Tuesday, February 10, 2015
Anthera (ANTH) FINALLY releases interim results of Phase 3 lupus study
HAYWARD, Calif., Feb. 10, 2015 /PRNewswire/ -- Anthera Pharmaceuticals, Inc. (ANTH) today announced the successful completion of an interim analysis of its Phase 3 trial (CHABLIS-SC1) of blisibimod in patients with Systemic Lupus Erythematosus and that the study should continue to completion as planned. An independent statistician conducted the interim futility analysis for the CHABLIS-SC1 study, evaluating the SRI-6 response at the 24 week time point. Enrollment in the trial is projected to conclude in mid-2015.
"While the results of the CHABLIS-SC1 interim futility analysis remain blinded to Anthera, we are very pleased that the study has passed this critical milestone and now look forward to finishing enrollment later this year," said Dr. Colin S. Hislop, Anthera's Chief Medical Officer.
Prior to the interim analysis and in response to recent input from the Company's Scientific Advisory Board following the publication of clinical data from other Lupus studies with BAFF inhibitors, the Company modified the primary endpoint of CHABLIS-SC1 from SRI-8 response to SRI-6 response, which was previously a secondary endpoint of the study. SRI-8 will remain a key secondary endpoint of the study. The Systemic Lupus Erythematosus Response Index (SRI) is an approved endpoint recognized by the FDA for previously approved therapeutics.

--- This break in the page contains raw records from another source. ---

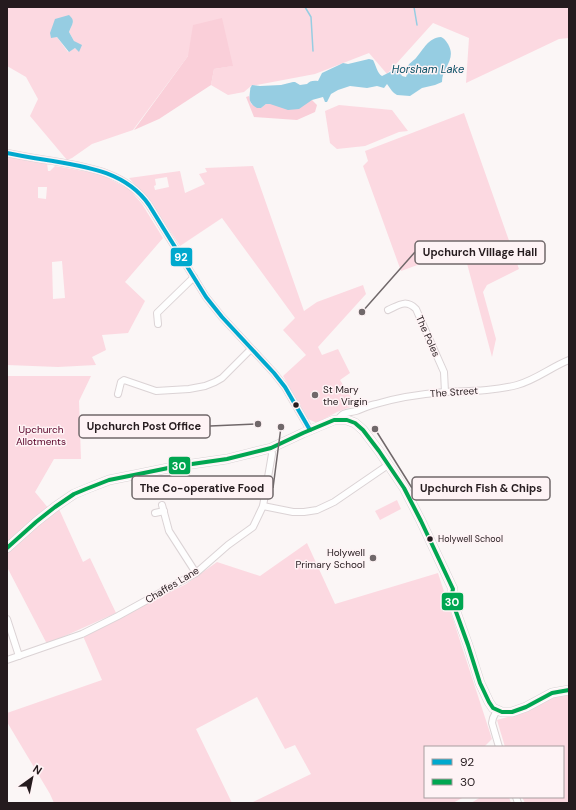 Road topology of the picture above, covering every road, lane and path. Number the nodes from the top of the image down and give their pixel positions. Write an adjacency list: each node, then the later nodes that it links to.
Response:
1 (7, 153): 2 (street)
2 (194, 277): 4 (street); 5 (street)
3 (388, 310): 7 (street, The Poles)
4 (158, 324)
5 (252, 349): 8 (street); 12 (street)
6 (569, 360): 7 (street, The Street)
7 (445, 392): 9 (street, The Street)
8 (118, 394)
9 (356, 411): 10 (street, The Street); 11 (street)
10 (338, 420): 11 (street); 12 (street)
11 (355, 423): 14 (street)
12 (310, 430): 13 (street)
13 (271, 448): 15 (street, Chaffes Lane); 17 (street)
14 (388, 465): 15 (street); 23 (street)
15 (263, 506): 18 (street, Chaffes Lane)
16 (155, 513): 18 (street)
17 (7, 548)
18 (196, 573): 20 (street, Chaffes Lane)
19 (7, 619): 20 (street)
20 (19, 656): 21 (street, Chaffes Lane)
21 (7, 660)
22 (569, 690): 23 (street)
23 (497, 710): 24 (street)
24 (499, 746) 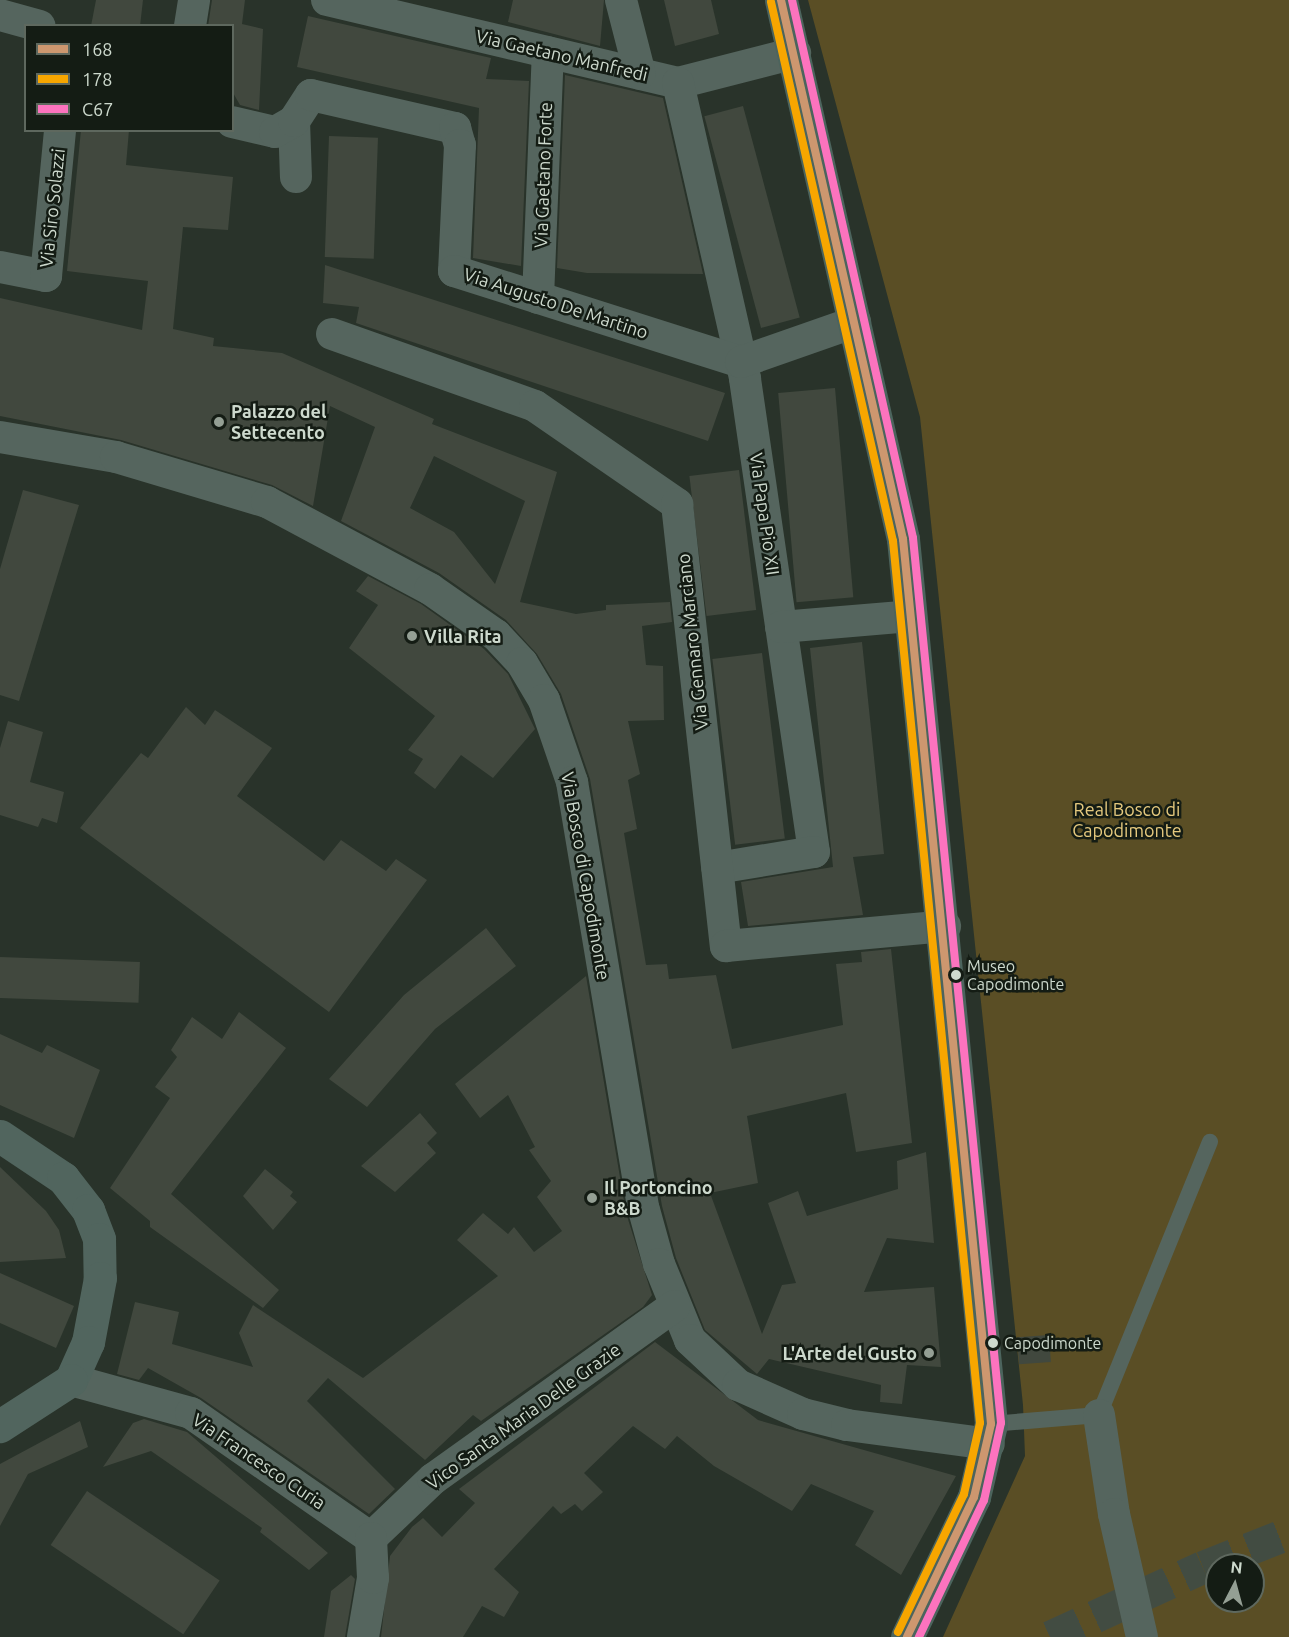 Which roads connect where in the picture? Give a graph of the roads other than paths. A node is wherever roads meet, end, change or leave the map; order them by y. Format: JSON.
{"nodes":[{"id":1,"x":194,"y":0,"type":"edge"},
{"id":2,"x":327,"y":0,"type":"edge"},
{"id":3,"x":621,"y":0,"type":"edge"},
{"id":4,"x":781,"y":0,"type":"edge"},
{"id":5,"x":413,"y":10,"type":"edge"},
{"id":6,"x":0,"y":15,"type":"edge"},
{"id":7,"x":33,"y":24,"type":"edge"},
{"id":8,"x":190,"y":24,"type":"edge"},
{"id":9,"x":548,"y":52,"type":"junction"},
{"id":10,"x":795,"y":53,"type":"junction"},
{"id":11,"x":640,"y":74,"type":"junction"},
{"id":12,"x":678,"y":83,"type":"junction"},
{"id":13,"x":294,"y":121,"type":"junction"},
{"id":14,"x":234,"y":122,"type":"edge"},
{"id":15,"x":60,"y":132,"type":"edge"},
{"id":16,"x":296,"y":177,"type":"dead end"},
{"id":17,"x":0,"y":267,"type":"edge"},
{"id":18,"x":538,"y":298,"type":"junction"},
{"id":19,"x":855,"y":322,"type":"junction"},
{"id":20,"x":332,"y":334,"type":"dead end"},
{"id":21,"x":741,"y":362,"type":"junction"},
{"id":22,"x":0,"y":437,"type":"edge"},
{"id":23,"x":911,"y":616,"type":"junction"},
{"id":24,"x":781,"y":627,"type":"junction"},
{"id":25,"x":717,"y":868,"type":"junction"},
{"id":26,"x":945,"y":926,"type":"junction"},
{"id":27,"x":0,"y":1136,"type":"edge"},
{"id":28,"x":1210,"y":1142,"type":"dead end"},
{"id":29,"x":675,"y":1306,"type":"junction"},
{"id":30,"x":71,"y":1380,"type":"junction"},
{"id":31,"x":1099,"y":1415,"type":"junction"},
{"id":32,"x":0,"y":1426,"type":"edge"},
{"id":33,"x":990,"y":1434,"type":"junction"},
{"id":34,"x":370,"y":1538,"type":"junction"},
{"id":35,"x":363,"y":1637,"type":"edge"},
{"id":36,"x":907,"y":1637,"type":"edge"},
{"id":37,"x":1142,"y":1637,"type":"edge"}],
"edges":[{"from":1,"to":8,"type":"street"},
{"from":2,"to":5,"type":"street","name":"Via Gaetano Manfredi"},
{"from":3,"to":11,"type":"street"},
{"from":4,"to":10,"type":"main road"},
{"from":5,"to":9,"type":"street","name":"Via Gaetano Manfredi"},
{"from":6,"to":7,"type":"street"},
{"from":9,"to":11,"type":"street","name":"Via Gaetano Manfredi"},
{"from":9,"to":18,"type":"street","name":"Via Gaetano Forte"},
{"from":10,"to":12,"type":"street","name":"Via Gaetano Manfredi"},
{"from":10,"to":19,"type":"main road"},
{"from":11,"to":12,"type":"street","name":"Via Gaetano Manfredi"},
{"from":12,"to":21,"type":"street","name":"Via Papa Pio XII"},
{"from":13,"to":14,"type":"street"},
{"from":13,"to":16,"type":"street"},
{"from":13,"to":18,"type":"street","name":"Via Augusto De Martino"},
{"from":15,"to":17,"type":"street","name":"Via Siro Solazzi"},
{"from":18,"to":21,"type":"street","name":"Via Augusto De Martino"},
{"from":19,"to":21,"type":"street"},
{"from":19,"to":23,"type":"main road"},
{"from":20,"to":25,"type":"street","name":"Via Gennaro Marciano"},
{"from":21,"to":24,"type":"street","name":"Via Papa Pio XII"},
{"from":22,"to":29,"type":"street","name":"Via Bosco di Capodimonte"},
{"from":23,"to":24,"type":"street"},
{"from":23,"to":26,"type":"main road"},
{"from":24,"to":25,"type":"street","name":"Via Papa Pio XII"},
{"from":25,"to":26,"type":"street","name":"Via Gennaro Marciano"},
{"from":26,"to":33,"type":"main road"},
{"from":27,"to":30,"type":"main road"},
{"from":28,"to":31,"type":"lane"},
{"from":29,"to":33,"type":"street","name":"Via Bosco di Capodimonte"},
{"from":29,"to":34,"type":"street","name":"Vico Santa Maria Delle Grazie"},
{"from":30,"to":32,"type":"main road"},
{"from":30,"to":34,"type":"street","name":"Via Francesco Curia"},
{"from":31,"to":33,"type":"lane"},
{"from":31,"to":37,"type":"street"},
{"from":33,"to":36,"type":"main road"},
{"from":34,"to":35,"type":"street"}]}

"Based on the wealth of new information regarding the treatment of SLE and BAFF inhibition, we are fortunate to have had the opportunity to adjust our trial design," said Dr. Colin S. Hislop. "The SRI-6 endpoint has a history of consistency across multiple trials and represents the best possibility for success. Maintaining the SRI-8 endpoint as a key secondary endpoint can maximize our commercial opportunity for the severe patients we are enrolling in the CHABLIS-SC1 study."
Anthera has also completed a Scientific Advice Process meeting with the European Medicines Agency (EMA) regarding the blisibimod development program for the treatment of IgA Nephropathy (IgAN). Earlier this quarter the Company obtained written feedback regarding the acceptability of a single pivotal study as the initial basis for a conditional market authorization application (MAA) in the European Union utilizing proteinuria as the primary endpoint. In addition, the EMA also provided recommendations to address treatment duration, durability of response and need for re-treatment in the BRIGHT-SC study. Anthera and its Japanese development partner Zenyaku Koygo Co., Ltd. plan to incorporate them in a protocol amendment prior to the planned interim analysis for the BRIGHT-SC study which will be completed later this quarter.
"We are pleased by the feedback from the EMA on the IgAN development program, which supports our global approach in IgAN. This comes at a time when we are actively expanding our recruitment efforts throughout the world," said Dr. Colin S. Hislop.